To estimate the coefficient of friction, the angle of friction Θ was measured. The friction angle represents the maximum angle at which a particle will begin sliding. In the experiment, tea leaves are released above a submerged inclined surface. It is observed that when the angle exceeds Θ = 60 ° , most particles start to slide. The solid friction constant (sliding friction) can thus be approximated from the friction angle, with
μ = tan Θ 1.7   .

3. Results and Discussion

3.1. Experimental Study

We first examine the experimental system to highlight key particle aggregation features, with subsequent numerical studies examining fluid velocities and equilibrium positions. In the experimental study, a vessel is rotated for 15 s while recording with a top-down microscope camera (Figure 1b). We use tea leaf particles rather than spherical manufactured ones in this work as the final equilibrium position of the latter would be dictated primarily by gravitational potential, with particles settling at the lowest potential position; using irregularly shaped tea particles mitigates particle rolling and allows other stable equilibrium positions to be examined.
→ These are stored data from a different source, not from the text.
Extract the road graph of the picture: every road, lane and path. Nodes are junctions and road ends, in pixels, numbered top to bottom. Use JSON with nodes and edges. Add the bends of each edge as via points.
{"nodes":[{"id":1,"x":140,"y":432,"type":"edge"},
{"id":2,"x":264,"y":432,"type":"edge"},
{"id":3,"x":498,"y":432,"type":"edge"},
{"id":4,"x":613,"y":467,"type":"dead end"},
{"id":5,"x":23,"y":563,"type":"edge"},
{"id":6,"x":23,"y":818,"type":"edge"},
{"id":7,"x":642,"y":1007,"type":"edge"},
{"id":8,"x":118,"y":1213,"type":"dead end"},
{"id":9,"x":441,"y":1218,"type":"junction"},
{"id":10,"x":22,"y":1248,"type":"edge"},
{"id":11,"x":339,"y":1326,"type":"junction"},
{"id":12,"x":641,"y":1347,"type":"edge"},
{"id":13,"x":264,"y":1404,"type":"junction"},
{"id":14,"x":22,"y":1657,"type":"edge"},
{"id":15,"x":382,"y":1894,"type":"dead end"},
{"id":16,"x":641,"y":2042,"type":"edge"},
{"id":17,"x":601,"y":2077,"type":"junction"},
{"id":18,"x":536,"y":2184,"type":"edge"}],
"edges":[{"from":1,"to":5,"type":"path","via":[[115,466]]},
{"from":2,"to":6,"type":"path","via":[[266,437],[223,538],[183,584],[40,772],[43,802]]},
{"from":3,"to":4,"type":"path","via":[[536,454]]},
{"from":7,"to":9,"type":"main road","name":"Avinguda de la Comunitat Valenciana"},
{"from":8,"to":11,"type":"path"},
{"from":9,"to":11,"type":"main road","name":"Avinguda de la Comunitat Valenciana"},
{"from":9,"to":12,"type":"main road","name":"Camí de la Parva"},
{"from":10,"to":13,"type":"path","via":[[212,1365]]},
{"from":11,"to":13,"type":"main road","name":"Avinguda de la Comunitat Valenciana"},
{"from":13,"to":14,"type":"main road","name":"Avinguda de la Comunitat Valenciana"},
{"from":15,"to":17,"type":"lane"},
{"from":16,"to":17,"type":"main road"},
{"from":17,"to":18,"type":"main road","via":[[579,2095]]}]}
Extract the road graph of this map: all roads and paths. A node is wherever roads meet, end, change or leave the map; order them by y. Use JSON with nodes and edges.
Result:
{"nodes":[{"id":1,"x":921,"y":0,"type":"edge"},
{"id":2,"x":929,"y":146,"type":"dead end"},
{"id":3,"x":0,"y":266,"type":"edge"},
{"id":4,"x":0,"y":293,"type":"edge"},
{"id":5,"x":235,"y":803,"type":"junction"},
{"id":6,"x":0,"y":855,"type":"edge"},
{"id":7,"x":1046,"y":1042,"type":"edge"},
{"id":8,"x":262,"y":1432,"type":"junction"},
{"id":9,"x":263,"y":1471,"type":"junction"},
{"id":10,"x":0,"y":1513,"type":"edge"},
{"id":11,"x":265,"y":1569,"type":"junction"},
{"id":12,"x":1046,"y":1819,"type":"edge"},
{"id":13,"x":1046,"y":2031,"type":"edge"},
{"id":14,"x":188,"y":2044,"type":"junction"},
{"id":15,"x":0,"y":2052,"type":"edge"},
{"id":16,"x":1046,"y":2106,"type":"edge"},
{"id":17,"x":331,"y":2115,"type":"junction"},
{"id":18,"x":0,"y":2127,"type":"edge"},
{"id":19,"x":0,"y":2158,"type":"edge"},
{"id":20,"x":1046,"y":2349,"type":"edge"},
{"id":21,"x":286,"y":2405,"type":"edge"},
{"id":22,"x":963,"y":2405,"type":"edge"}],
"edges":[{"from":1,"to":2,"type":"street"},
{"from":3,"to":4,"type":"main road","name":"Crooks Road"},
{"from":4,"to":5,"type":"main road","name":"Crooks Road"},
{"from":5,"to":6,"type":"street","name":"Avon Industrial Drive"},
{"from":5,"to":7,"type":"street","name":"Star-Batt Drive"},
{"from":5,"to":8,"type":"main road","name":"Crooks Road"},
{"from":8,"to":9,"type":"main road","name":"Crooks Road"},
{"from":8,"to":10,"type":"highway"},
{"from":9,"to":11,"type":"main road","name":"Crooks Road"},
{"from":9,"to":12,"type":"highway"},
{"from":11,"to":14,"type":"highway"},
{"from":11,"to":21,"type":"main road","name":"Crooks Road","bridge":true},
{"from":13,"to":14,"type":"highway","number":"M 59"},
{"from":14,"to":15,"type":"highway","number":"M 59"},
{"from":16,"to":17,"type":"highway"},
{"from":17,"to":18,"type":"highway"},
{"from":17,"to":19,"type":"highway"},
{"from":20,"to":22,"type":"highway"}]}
Figure 1c–e shows the temporal evolution of tea leaf spatial arrangement and aggregations in representative experimental setups, including different bottom surface inclinations ( θ = 0 ° , 20 ° , and 40 ° ) and corresponding rotational rates (80 RPM, 50 RPM, and 30 RPM). Tea leaf particles, initially randomly distributed (frame 1), are forced to the edge of the rotating vessel by centrifugal force in the rotating vessel during rotation (frame 2, see Video S1 in the Supplementary Materials). As the rotation terminates, the secondary flow in the fluid induces particle movement toward the center of the cavity base (frame 3). The tea leaves, being denser than water, settle at the bottom of the vessel where flow exerts forces along with the vessel geometry, ultimately determining the final equilibrium particle aggregation radius (frame 4). In the case of a flat-bottom vessel rotating at a relatively high rate, the conventional tea leaf paradox focusing is observed, with particles aggregating at a single focal point in the vessel center (Figure 1c). In contrast, a conical chamber ( θ = 20 ° ) produces a ring-shaped particle arrangement (Figure 1d). Highlighting the interplay between gravitational and fluidic forces, the chamber with a yet steeper inclination of the bottom surface ( θ = 40 ° ) does not exhibit particle aggregation in the center; instead, the particles remain at the edge of the vessel (Figure 1e). These examples highlight the versatility of particle aggregation modes in this system, showcasing a wide range of possible spatial arrangements, where these can be modified via tuning of the system geometry and actuation parameters.
Figure 2 and Figure S5 (see Supplementary Materials) illustrate the experimental results of tea leaf particle distribution after settling under different conditions, where Figure 2 shows the cumulative particle settling positions for three repeats of each of the different combinations of rotational rates (30–80 rpm) and vessel geometries (−20° to 40°). Here, vessels with concave bases (5° to 40°) at low rotational rates tend to accumulate particles near the vessel wall (see Supplementary Video S2), where the low secondary flow velocities at low rotational speeds allow the particles to remain against the wall. As the rotational speed increases, the particle distribution transitions from the edge to aggregation in the center. This effect is amplified in convex cases (−20° to −5°) when the cylinder base is inclined downwards, where particles are preferentially translated inwards and aggregate at the center of the cylinder for a given rotational rate, with tighter focusing for higher rotational velocities. Interestingly, there is also a range of intermediate cases where ring-shaped focusing occurs, rather than at the vessel perimeter or center. Ring-shaped focusing behavior is primarily observed in the case of positive inclination angles. For lower rotational rates, elements of this are exhibited in the case of shallow-angle vessel bottoms (5° to 10°), whereas this feature is retained only for more steep positive angle vessel shapes (10° to 40°) as the rotation rate is increased. Together, these findings demonstrate the ability to achieve desired particle aggregations in each vessel as a function of these parameters. To examine these results in more detail, we use simulation results to examine fluid velocities in these geometries, with these used as inputs into subsequent modeling that combines viscous drag, inertial, lift and gravitational forces to predict equilibrium positions.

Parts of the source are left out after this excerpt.